Nasrin Aidvandi, who was born in Iran, is studying Computing Information Technology at the Monash University, Caulfield Campus.
“Although I intend to study full-time this year, I may find that, as a parent of a young child, I’m forced to drop some subjects. Tutorial times are allocated on a first-in basis. The most popular time for tutorials is between 10 am and 4 pm. Last year, I had to drop some of my subjects, because I couldn’t get into a day time tutorial.
Tutorial groups are usually about 15 but can be as large as 25 at peak times. Tutors have a timetable on their door saying when they are available. They have a couple of hours during the week when they are available. Most are studying themselves and working part-time.

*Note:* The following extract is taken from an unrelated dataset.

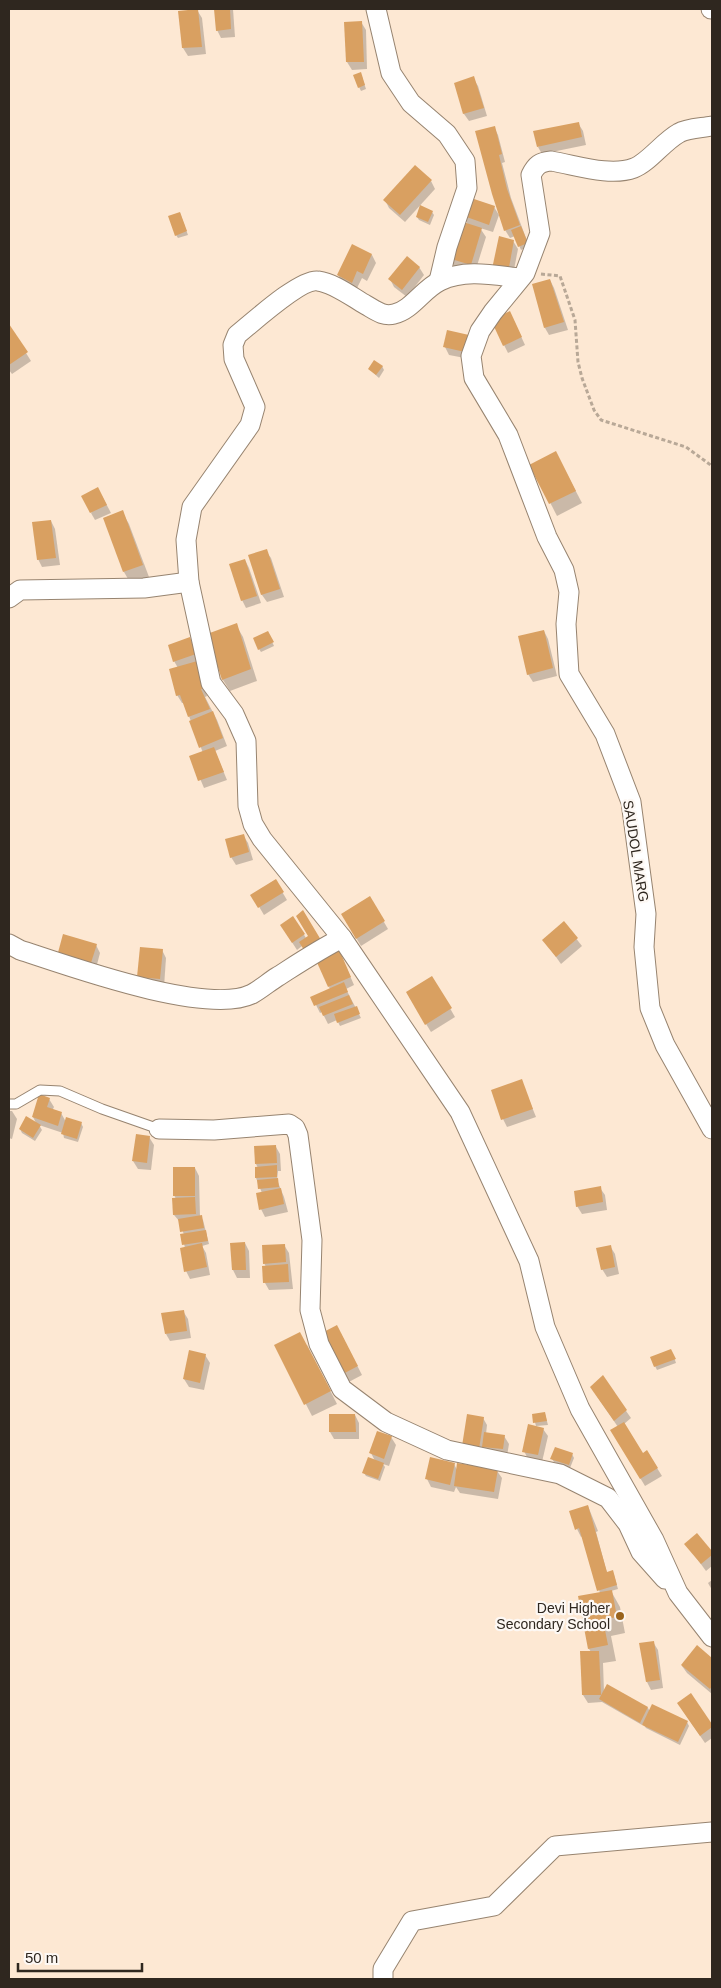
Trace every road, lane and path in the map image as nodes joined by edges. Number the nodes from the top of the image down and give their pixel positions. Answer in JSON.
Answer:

As a mature aged migrant woman, I definitely have had difficulties within the system. It was hard simply to make friends. In my tutorial for the marketing subject, other students were laughing because of the way I talk. Discussion is very important in that subject. Although I’d done very well when I studied marketing at TAFE, I ended up dropping the subject. The coordinator was sympathetic when I spoke to her, but she told me that, as the subject was an elective, I should drop it! There are lots of migrant students at Monash University and really, the response from the university to this kind of harassment is not good enough.
In a university environment, writing and speaking is important. You have to feel able to express yourself. You can’t learn in a lot of subjects without participating in the discussion. The university has a system of support for English-as-a-second-language students, and the service is very helpful if a student can access it. But there is a limited timetable. Classes are on at a specific time, and if you can’t attend, then that is just bad luck. I had trouble with writing, and I was able to get one appointment. The problem is that there is only one teacher available to offer this support! They need more people employed to help. So many students came to this woman for help that she was completely overworked. It is unrealistic to expect one person to service the needs of all the migrant students at the Caulfield campus.
It is exactly the same as the situation with tutors. The workers do their best to help the students, but there is not enough time to go around. Many students fall through the cracks. You need to be very assertive to get any assistance at all. No one will simply come and offer. They are all too busy.”